Tesla wstrzyma produkcję aut w niemieckiej fabryce. Coraz mniej osób chce kupować elektryki

Okazuje się, że popyt na elektryki tak bardzo zmalał, że producenci zmuszeni są do zmniejszania wolumenu produkcji tego typu pojazdów. Najbardziej obrywa się Tesli. Producent zamierza ponownie tymczasowo zamknąć niemiecką fabrykę w Gruenheide. Zaplanowano w czerwcu łącznie pięć dni, w których zakład będzie nieczynny.

Elektryki nie cieszą się zbyt dobrą passą. Po hucznych zapowiedziach dotyczących gwałtownego wzrostu popytu na tego typu pojazdy, klienci zrobili coś zupełnie innego - skierowali się w kierunku aut spalinowych. Co ciekawe, także Diesel, którego stosowanie w oczach ekologów jest grzechem przeciwko matce naturze, przeżywa drobny renesans. Jaki jest skutek uboczny odwracania się rynku od elektromobilności? Drobni producenci bankrutują, a ci więksi popadają w coraz to większe tarapaty. Świetnym tego przykładem jest Tesla.

Zobacz wideo

Tesla wstrzyma produkcję w swoim niemieckim zakładzie

2024 rok jest chyba jednym z najgorszych w historii amerykańskiej marki.

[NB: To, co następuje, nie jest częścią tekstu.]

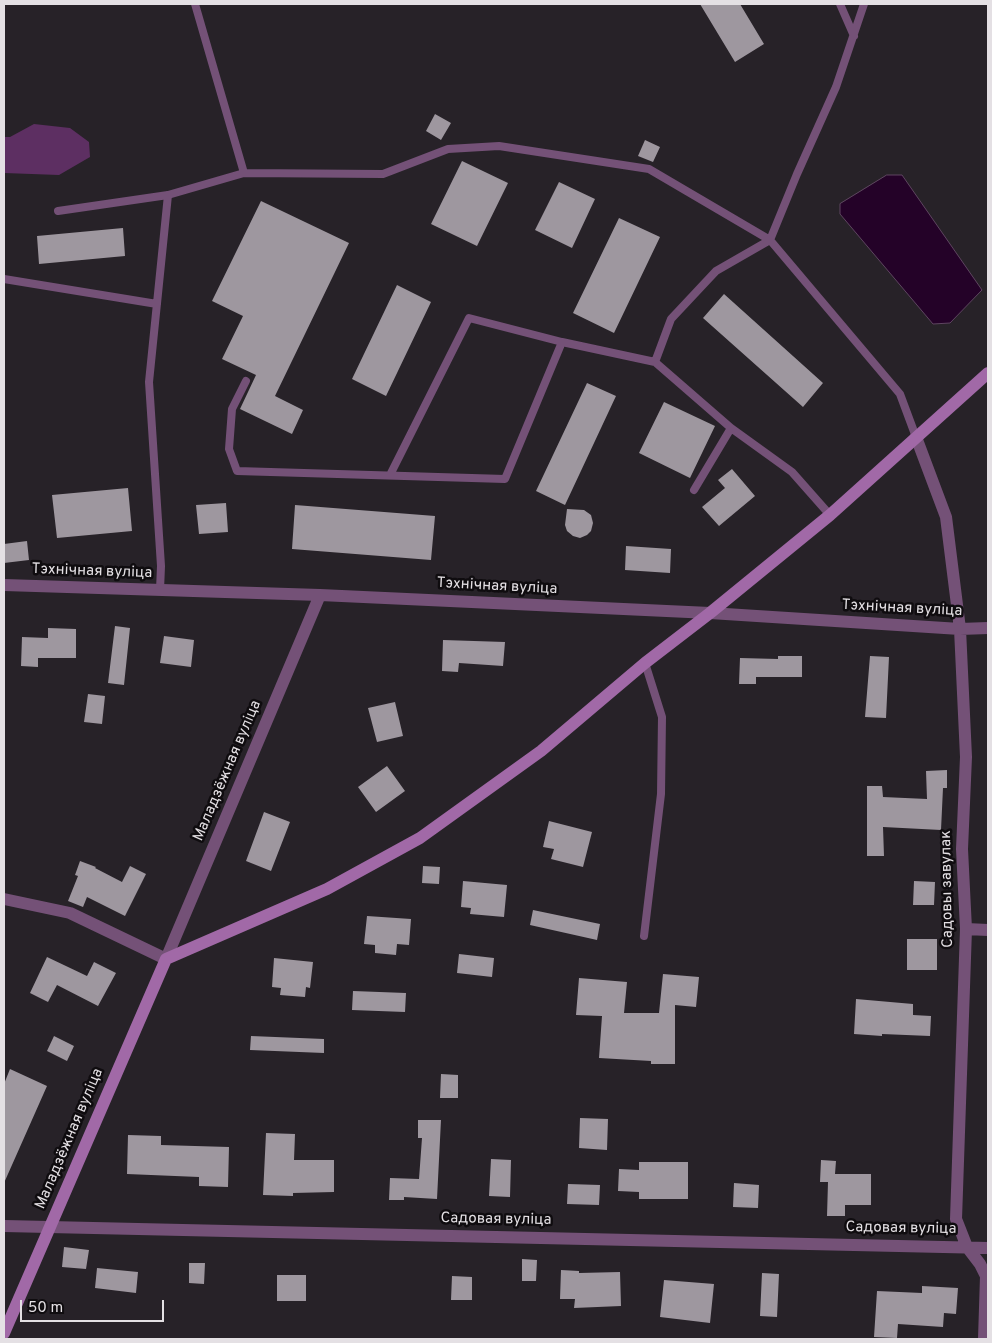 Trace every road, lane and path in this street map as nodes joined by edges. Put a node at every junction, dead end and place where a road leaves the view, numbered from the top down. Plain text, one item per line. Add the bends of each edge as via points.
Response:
1 (195, 4) edge
2 (840, 4) edge
3 (864, 4) edge
4 (854, 36) junction
5 (244, 174) junction
6 (168, 195) junction
7 (58, 211) dead end
8 (770, 240) junction
9 (4, 279) edge
10 (157, 304) junction
11 (562, 342) junction
12 (655, 362) junction
13 (988, 374) edge
14 (246, 380) dead end
15 (731, 428) junction
16 (916, 436) junction
17 (390, 475) junction
18 (694, 490) dead end
19 (830, 515) junction
20 (4, 585) edge
21 (160, 590) junction
22 (320, 595) junction
23 (710, 613) junction
24 (988, 628) edge
25 (960, 629) junction
26 (644, 663) junction
27 (4, 899) edge
28 (966, 929) junction
29 (988, 930) edge
30 (644, 936) dead end
31 (166, 959) junction
32 (4, 1226) edge
33 (50, 1227) junction
34 (968, 1247) junction
35 (988, 1248) edge
36 (4, 1333) edge
37 (984, 1339) edge

1 - 5 lane
2 - 4 lane
3 - 4 lane
4 - 8 lane via 836,87
5 - 6 lane
5 - 8 lane via 383,174 448,149 499,146 649,169
6 - 7 lane
6 - 10 lane
8 - 12 lane via 716,271 671,319
8 - 16 lane via 900,394
9 - 10 lane
10 - 21 lane via 149,382
11 - 12 lane
11 - 17 lane via 505,479
11 - 17 lane via 469,318
12 - 15 lane
13 - 16 street
14 - 17 lane via 232,409 229,449 238,471
15 - 18 lane
15 - 19 lane via 792,472
16 - 19 street
16 - 25 street, Садовы завулак via 946,517
19 - 23 street
20 - 21 street, Тэхнічная вуліца
21 - 22 street, Тэхнічная вуліца
22 - 23 street, Тэхнічная вуліца
22 - 31 street, Маладзёжная вуліца
23 - 25 street, Тэхнічная вуліца
23 - 26 street
24 - 25 street, Тэхнічная вуліца
25 - 28 street, Садовы завулак via 966,757 962,850
26 - 30 lane via 662,718 661,794
26 - 31 street via 541,751 420,838 327,889
27 - 31 street via 70,912
28 - 29 street
28 - 34 street, Садовы завулак via 956,1218
31 - 33 street, Маладзёжная вуліца
32 - 33 street, Садовая вуліца
33 - 34 street, Садовая вуліца
33 - 36 street, Маладзёжная вуліца
34 - 35 street, Садовая вуліца
34 - 37 street, Садовы завулак via 986,1276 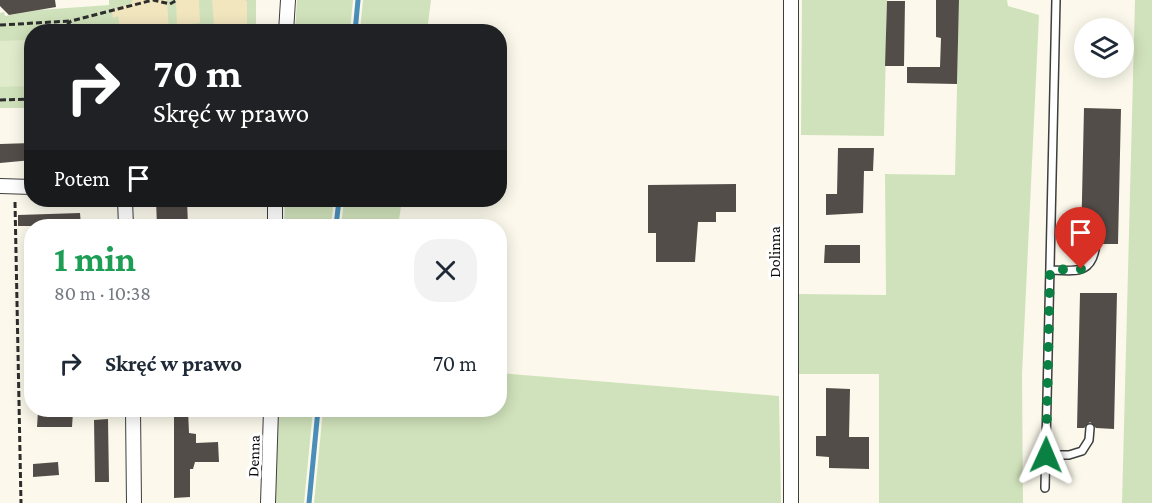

Najpierw atak aktywistów na sieć zasilającą zakład w Gruenheide, do którego doszło na początku marca, spowodował kilkudniowe wstrzymanie produkcji i straty rzędu setek milionów euro. Później wybuch wojny na bliskim wschodzie doprowadził do przerw w dostawach części i kolejnego wstrzymania produkcji (bojownicy wspierający palestyński Hamas zaczęli atakować przepływające przez Kanał Sueski i Morze Czerwone statki transportowe, które zmuszone były kursować okrężną drogą).

Teraz jednak na zatrzymanie produkcji wpłynął rynek - coraz mniej osób chce kupować elektryki. W przypadku podberlińskiej fabryki produkującej Model Y sygnały płynące od klienteli są bardziej niż niepokojące. Jak przekazuje Dataforce, sprzedaż pojazdu w Europie w samym tylko kwietniu spadła o 11 proc. W ciągu pierwszych czterech miesięcy spadek wyniósł ok. 17 proc. (67 975 sprzedanych sztuk). W związku ze słabnącym popytem Tesla podjęła decyzję o łącznie kilkudniowej przerwie w działaniu obiektu. Pracownicy zostaną w domach kolejno 7, 14, 17, 27 i 28 czerwca.

Co najgorsze dla zakładowej kadry, Tesla planuje rozpocząć proces grupowych zwolnień. Przez niesprzyjające dla branży elektromobilności warunki na rynku, pracę straci 400 osób, a więc ok. 3 proc. wszystkich zatrudnionych w niemieckiej fabryce. Niewykluczone również, że producent wstrzyma się z rozbudową zakładu. Jedyną szansą dla kalifornijskiej marki jest wprowadzenie na rynek zapowiadanego od dawna taniego modelu. Kiedy jednak to się stanie, trudno wyrokować.